Stored items
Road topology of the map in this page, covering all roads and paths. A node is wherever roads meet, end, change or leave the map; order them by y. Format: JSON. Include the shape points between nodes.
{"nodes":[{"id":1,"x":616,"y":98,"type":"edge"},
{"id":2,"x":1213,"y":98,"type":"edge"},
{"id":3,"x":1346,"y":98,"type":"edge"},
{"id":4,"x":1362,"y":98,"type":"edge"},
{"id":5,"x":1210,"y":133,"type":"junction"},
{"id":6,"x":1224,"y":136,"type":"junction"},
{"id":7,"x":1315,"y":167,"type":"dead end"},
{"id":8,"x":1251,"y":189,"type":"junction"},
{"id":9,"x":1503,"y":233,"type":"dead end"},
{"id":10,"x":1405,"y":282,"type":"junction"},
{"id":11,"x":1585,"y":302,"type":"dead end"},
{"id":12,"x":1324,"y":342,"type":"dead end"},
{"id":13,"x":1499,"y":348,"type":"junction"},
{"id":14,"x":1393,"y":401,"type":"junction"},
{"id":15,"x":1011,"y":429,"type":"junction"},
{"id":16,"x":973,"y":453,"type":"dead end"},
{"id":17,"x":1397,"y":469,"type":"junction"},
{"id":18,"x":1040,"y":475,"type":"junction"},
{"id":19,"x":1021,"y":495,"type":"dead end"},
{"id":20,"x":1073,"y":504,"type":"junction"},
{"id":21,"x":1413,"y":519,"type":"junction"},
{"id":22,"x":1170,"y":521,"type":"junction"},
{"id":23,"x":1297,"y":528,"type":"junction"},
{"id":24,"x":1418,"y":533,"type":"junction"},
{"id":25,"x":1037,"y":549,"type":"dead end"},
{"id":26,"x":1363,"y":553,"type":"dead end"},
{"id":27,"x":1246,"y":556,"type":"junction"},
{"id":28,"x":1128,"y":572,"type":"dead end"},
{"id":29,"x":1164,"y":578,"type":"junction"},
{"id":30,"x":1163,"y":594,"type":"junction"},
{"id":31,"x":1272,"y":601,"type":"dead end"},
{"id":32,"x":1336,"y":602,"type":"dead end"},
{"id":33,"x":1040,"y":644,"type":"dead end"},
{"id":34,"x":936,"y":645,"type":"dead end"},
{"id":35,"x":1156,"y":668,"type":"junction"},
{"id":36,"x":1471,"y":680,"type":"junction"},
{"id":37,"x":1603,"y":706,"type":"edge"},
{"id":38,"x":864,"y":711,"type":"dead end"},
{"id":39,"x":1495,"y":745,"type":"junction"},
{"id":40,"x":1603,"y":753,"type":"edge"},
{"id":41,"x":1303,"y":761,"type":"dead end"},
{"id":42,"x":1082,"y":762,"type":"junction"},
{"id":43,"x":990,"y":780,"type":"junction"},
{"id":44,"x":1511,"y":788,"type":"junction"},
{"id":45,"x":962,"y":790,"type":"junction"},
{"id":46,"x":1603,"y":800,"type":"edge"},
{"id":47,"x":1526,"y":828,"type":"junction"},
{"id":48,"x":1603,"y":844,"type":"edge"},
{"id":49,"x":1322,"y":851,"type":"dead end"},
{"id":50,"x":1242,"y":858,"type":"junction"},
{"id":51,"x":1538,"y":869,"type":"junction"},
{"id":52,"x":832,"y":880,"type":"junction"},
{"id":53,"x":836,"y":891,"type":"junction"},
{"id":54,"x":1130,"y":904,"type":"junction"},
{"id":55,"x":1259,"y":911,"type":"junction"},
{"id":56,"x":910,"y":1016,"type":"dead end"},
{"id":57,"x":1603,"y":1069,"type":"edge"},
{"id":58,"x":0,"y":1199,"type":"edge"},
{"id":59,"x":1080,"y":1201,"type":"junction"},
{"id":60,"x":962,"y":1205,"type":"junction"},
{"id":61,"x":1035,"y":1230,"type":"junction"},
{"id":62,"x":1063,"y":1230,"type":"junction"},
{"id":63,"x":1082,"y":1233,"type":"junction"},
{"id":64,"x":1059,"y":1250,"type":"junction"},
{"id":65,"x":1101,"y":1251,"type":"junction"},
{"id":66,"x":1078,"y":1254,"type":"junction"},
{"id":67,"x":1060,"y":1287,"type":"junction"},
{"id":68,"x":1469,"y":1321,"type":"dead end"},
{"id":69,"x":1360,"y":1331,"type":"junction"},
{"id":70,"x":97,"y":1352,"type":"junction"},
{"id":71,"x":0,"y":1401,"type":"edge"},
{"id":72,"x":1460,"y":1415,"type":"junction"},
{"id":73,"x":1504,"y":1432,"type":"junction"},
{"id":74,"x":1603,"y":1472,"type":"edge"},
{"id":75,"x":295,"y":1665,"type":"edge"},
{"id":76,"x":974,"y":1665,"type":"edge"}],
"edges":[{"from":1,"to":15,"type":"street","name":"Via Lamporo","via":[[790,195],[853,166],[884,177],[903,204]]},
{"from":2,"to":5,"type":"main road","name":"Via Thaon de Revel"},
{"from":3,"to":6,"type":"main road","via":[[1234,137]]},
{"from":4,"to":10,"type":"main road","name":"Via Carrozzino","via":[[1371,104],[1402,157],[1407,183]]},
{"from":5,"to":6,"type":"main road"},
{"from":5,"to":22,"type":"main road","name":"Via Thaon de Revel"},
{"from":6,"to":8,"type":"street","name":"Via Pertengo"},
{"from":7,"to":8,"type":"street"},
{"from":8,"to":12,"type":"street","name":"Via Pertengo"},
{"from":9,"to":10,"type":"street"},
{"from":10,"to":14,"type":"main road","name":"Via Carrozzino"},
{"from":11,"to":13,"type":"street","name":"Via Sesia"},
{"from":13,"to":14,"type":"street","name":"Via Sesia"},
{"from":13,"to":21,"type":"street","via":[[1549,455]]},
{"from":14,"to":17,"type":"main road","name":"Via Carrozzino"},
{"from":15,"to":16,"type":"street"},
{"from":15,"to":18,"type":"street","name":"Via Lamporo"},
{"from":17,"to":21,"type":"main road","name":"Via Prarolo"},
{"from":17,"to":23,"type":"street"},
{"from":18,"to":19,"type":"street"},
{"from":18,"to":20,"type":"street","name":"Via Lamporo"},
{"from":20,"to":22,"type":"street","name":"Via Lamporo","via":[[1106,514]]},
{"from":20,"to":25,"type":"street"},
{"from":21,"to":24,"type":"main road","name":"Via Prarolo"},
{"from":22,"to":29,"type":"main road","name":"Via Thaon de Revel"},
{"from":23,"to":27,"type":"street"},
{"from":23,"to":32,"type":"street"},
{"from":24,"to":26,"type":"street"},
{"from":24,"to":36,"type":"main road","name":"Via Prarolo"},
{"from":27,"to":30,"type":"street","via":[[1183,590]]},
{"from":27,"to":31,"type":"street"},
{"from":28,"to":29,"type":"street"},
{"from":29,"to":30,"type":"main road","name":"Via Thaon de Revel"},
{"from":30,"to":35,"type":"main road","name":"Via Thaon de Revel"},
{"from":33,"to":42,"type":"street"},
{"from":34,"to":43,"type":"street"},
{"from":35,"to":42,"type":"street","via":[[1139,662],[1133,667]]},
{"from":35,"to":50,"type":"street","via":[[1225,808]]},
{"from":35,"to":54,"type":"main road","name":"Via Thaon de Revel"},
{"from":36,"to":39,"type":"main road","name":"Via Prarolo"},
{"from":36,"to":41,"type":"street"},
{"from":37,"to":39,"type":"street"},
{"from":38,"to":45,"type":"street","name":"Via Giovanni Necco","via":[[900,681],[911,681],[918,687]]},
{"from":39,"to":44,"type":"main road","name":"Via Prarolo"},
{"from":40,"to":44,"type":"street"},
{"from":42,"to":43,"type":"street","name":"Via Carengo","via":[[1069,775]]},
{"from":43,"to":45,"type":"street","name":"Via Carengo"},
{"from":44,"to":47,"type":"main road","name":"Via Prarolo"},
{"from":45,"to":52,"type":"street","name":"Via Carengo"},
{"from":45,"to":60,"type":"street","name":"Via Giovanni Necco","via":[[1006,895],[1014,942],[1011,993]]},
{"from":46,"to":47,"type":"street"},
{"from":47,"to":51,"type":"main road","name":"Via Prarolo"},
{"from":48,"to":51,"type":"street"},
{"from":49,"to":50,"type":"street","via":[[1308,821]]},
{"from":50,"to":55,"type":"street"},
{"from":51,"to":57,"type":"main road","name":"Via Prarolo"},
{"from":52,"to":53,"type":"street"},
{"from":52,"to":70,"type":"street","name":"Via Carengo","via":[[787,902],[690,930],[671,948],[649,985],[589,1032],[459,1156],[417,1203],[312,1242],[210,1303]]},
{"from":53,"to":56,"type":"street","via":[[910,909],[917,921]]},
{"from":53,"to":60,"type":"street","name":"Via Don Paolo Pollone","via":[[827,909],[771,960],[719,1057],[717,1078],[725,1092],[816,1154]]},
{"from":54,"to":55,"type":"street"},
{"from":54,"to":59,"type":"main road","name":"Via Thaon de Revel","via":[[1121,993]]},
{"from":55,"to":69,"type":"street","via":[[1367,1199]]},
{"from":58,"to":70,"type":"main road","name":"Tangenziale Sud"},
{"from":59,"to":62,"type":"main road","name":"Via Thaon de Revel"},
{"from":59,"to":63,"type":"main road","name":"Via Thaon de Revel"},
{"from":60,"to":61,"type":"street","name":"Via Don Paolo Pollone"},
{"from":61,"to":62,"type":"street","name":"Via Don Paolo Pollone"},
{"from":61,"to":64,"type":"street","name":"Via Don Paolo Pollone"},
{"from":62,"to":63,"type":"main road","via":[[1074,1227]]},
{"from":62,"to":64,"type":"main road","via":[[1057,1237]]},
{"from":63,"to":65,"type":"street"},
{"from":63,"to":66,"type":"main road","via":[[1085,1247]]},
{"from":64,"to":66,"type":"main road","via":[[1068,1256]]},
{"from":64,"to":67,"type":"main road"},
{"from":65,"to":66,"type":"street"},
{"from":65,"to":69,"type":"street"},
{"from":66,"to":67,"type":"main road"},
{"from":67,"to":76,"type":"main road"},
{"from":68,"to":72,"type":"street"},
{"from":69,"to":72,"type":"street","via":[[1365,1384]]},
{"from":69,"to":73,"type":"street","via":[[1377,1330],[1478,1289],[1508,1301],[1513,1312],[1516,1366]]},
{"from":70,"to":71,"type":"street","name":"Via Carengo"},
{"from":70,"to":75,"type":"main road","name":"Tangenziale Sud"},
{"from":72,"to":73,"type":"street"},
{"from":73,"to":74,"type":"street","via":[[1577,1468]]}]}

#### TASK DIRECTIONS:
From the records above, copy every line that holds the word "Pertengo".

#### OUTPUT FOR THIS EXERCISE:
{"from":6,"to":8,"type":"street","name":"Via Pertengo"},
{"from":8,"to":12,"type":"street","name":"Via Pertengo"},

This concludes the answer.